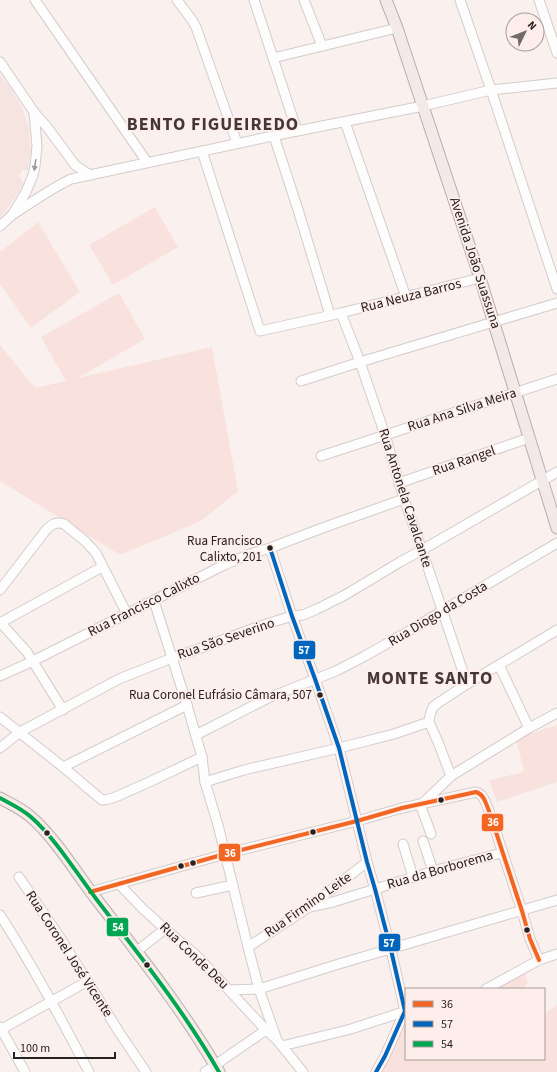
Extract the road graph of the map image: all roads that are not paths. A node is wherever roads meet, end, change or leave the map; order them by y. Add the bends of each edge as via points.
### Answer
1 (35, 0) edge
2 (177, 0) edge
3 (254, 0) edge
4 (304, 0) edge
5 (386, 0) edge
6 (460, 0) edge
7 (540, 0) edge
8 (397, 28) junction
9 (322, 46) junction
10 (557, 53) edge
11 (273, 58) junction
12 (0, 62) edge
13 (557, 83) edge
14 (492, 90) junction
15 (423, 106) junction
16 (34, 112) junction
17 (345, 122) junction
18 (297, 131) junction
19 (53, 135) junction
20 (274, 136) junction
21 (36, 141) junction
22 (237, 143) junction
23 (202, 151) junction
24 (147, 162) junction
25 (75, 165) junction
26 (90, 175) junction
27 (71, 179) junction
28 (26, 192) junction
29 (35, 201) junction
30 (12, 215) junction
31 (0, 226) edge
32 (480, 278) junction
33 (557, 289) edge
34 (406, 297) junction
35 (557, 303) edge
36 (341, 313) junction
37 (330, 316) junction
38 (494, 322) junction
39 (360, 362) junction
40 (557, 379) edge
41 (301, 381) dead end
42 (515, 393) junction
43 (385, 435) junction
44 (529, 438) junction
45 (321, 456) dead end
46 (557, 472) edge
47 (542, 481) junction
48 (399, 483) junction
49 (404, 499) junction
50 (557, 528) edge
51 (557, 543) edge
52 (270, 548) junction
53 (422, 550) junction
54 (102, 567) junction
55 (0, 590) edge
56 (154, 601) junction
57 (442, 610) junction
58 (128, 614) junction
59 (292, 616) junction
60 (0, 622) edge
61 (557, 630) edge
62 (172, 658) junction
63 (34, 661) junction
64 (499, 665) junction
65 (0, 676) edge
66 (315, 679) junction
67 (467, 684) junction
68 (187, 705) junction
69 (63, 710) junction
70 (557, 712) edge
71 (0, 717) edge
72 (429, 722) junction
73 (529, 728) junction
74 (20, 732) junction
75 (196, 735) junction
76 (0, 748) edge
77 (339, 748) junction
78 (202, 757) junction
79 (63, 767) junction
80 (451, 776) junction
81 (205, 782) junction
82 (0, 798) edge
83 (421, 804) junction
84 (357, 821) junction
85 (431, 834) dead end
86 (423, 841) dead end
87 (403, 844) dead end
88 (502, 853) junction
89 (225, 854) junction
90 (367, 862) junction
91 (433, 871) junction
92 (19, 877) dead end
93 (413, 877) junction
94 (119, 884) junction
95 (233, 885) junction
96 (376, 889) junction
97 (90, 892) junction
98 (196, 893) dead end
99 (557, 900) edge
100 (309, 907) junction
101 (522, 911) junction
102 (0, 915) edge
103 (165, 929) junction
104 (248, 947) junction
105 (391, 950) junction
106 (137, 951) junction
107 (557, 954) edge
108 (539, 960) junction
109 (88, 982) junction
110 (488, 988) edge
111 (259, 989) junction
112 (230, 990) junction
113 (52, 1001) junction
114 (405, 1007) edge
115 (405, 1011) edge
116 (405, 1013) edge
117 (0, 1029) edge
118 (266, 1030) junction
119 (280, 1043) junction
120 (217, 1069) edge
121 (25, 1072) edge
122 (90, 1072) edge
123 (146, 1072) edge
124 (205, 1072) edge
125 (303, 1072) edge
126 (376, 1072) edge

1 - 24 street
2 - 22 street via 196,27
3 - 11 street
4 - 9 street
5 - 8 main road, Avenida João Suassuna
6 - 14 street
7 - 10 street
8 - 9 street
8 - 15 main road, Avenida João Suassuna
9 - 11 street
11 - 18 street
12 - 16 street
13 - 14 street
14 - 15 street
14 - 33 street
15 - 17 street
15 - 32 main road, Avenida João Suassuna
16 - 19 street
16 - 21 street
17 - 18 street
17 - 34 street
18 - 20 street
19 - 21 street
19 - 25 street
20 - 22 street
20 - 37 street
21 -> 28 street via 35,166
22 - 23 street
23 - 24 street
23 - 37 street, Rua Neuza Barros via 260,331
24 - 26 street
25 - 26 street
25 - 27 street
26 - 27 street
27 - 29 street via 49,190
28 - 29 street via 27,196
28 - 30 street
29 - 30 street
30 - 31 street
32 - 34 street, Rua Neuza Barros
32 - 38 main road, Avenida João Suassuna
34 - 36 street, Rua Neuza Barros
35 - 38 street
36 - 37 street, Rua Neuza Barros
36 - 39 street, Rua Antonela Cavalcante
38 - 39 street
38 - 42 main road, Avenida João Suassuna
39 - 41 street
39 - 43 street, Rua Antonela Cavalcante
40 - 42 street, Rua Ana Silva Meira
42 - 43 street, Rua Ana Silva Meira
42 - 44 main road, Avenida João Suassuna
43 - 45 street, Rua Ana Silva Meira
43 - 48 street, Rua Antonela Cavalcante
44 - 47 main road, Avenida João Suassuna
44 - 48 street, Rua Rangel
46 - 47 street, Rua São Severino
47 - 50 main road, Avenida João Suassuna
47 - 53 street, Rua São Severino
48 - 49 street, Rua Antonela Cavalcante
49 - 52 street, Rua Francisco Calixto
49 - 53 street, Rua Antonela Cavalcante
51 - 57 street, Rua Diogo da Costa
52 - 56 street, Rua Francisco Calixto via 224,565
52 - 59 street
53 - 57 street, Rua Antonela Cavalcante
53 - 59 street, Rua São Severino via 345,595 303,615
54 - 55 street via 90,546 60,523 46,530
54 - 58 street
54 - 60 street
56 - 58 street, Rua Francisco Calixto
56 - 62 street
57 - 66 street, Rua Diogo da Costa via 365,656
57 - 67 street, Rua Antonela Cavalcante
58 - 63 street, Rua Francisco Calixto
59 - 62 street, Rua São Severino
59 - 66 street
60 - 63 street
61 - 64 street
62 - 68 street
62 - 69 street, Rua São Severino via 119,679
63 - 65 street, Rua Francisco Calixto
63 - 69 street
64 - 67 street
64 - 73 street
66 - 75 street, Rua Diogo da Costa via 268,698
66 - 77 street
67 - 72 street via 438,702 433,707
68 - 75 street
68 - 79 street
69 - 74 street, Rua São Severino
70 - 73 street
71 - 74 street
72 - 77 street
72 - 80 street
73 - 80 street
74 - 76 street, Rua São Severino
74 - 79 street
75 - 78 street
77 - 81 street via 244,770
77 - 84 street
78 - 79 street via 126,792 102,800
78 - 81 street
80 - 83 street
81 - 89 street
82 - 97 main road via 31,817
83 - 84 street
83 - 85 street
83 - 88 street via 476,792 481,794
84 - 89 street
84 - 90 street
86 - 91 street
87 - 93 street
88 - 91 street, Rua da Borborema
88 - 101 street
89 - 94 street
89 - 95 street
90 - 96 street
90 - 100 street, Rua Firmino Leite
91 - 93 street, Rua da Borborema
92 - 109 street, Rua Coronel José Vicente
93 - 96 street, Rua da Borborema
94 - 97 street
94 - 103 street, Rua Conde Deu
95 - 98 street
95 - 104 street
96 - 100 street, Rua da Borborema
96 - 105 street
97 - 106 main road
99 - 101 street
100 - 104 street, Rua Firmino Leite
101 - 105 street
101 - 108 street
102 - 113 street
103 - 106 street
103 - 112 street, Rua Conde Deu via 196,955
104 - 111 street
105 - 111 street
105 - 114 street
106 - 120 main road
107 - 108 street
108 - 110 street
109 - 113 street
109 - 123 street, Rua Coronel José Vicente
111 - 112 street
111 - 119 street
112 - 118 street, Rua Conde Deu
113 - 117 street
113 - 122 street
115 - 119 street via 351,1029
116 - 126 street
117 - 121 street
118 - 119 street, Rua Conde Deu
118 - 120 street
119 - 125 street
120 - 124 street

WORK REQUIRED: Return each full line of the entries that contains the word "main".

OUTPUT FOR THIS EXERCISE:
5 - 8 main road, Avenida João Suassuna
8 - 15 main road, Avenida João Suassuna
15 - 32 main road, Avenida João Suassuna
32 - 38 main road, Avenida João Suassuna
38 - 42 main road, Avenida João Suassuna
42 - 44 main road, Avenida João Suassuna
44 - 47 main road, Avenida João Suassuna
47 - 50 main road, Avenida João Suassuna
82 - 97 main road via 31,817
97 - 106 main road
106 - 120 main road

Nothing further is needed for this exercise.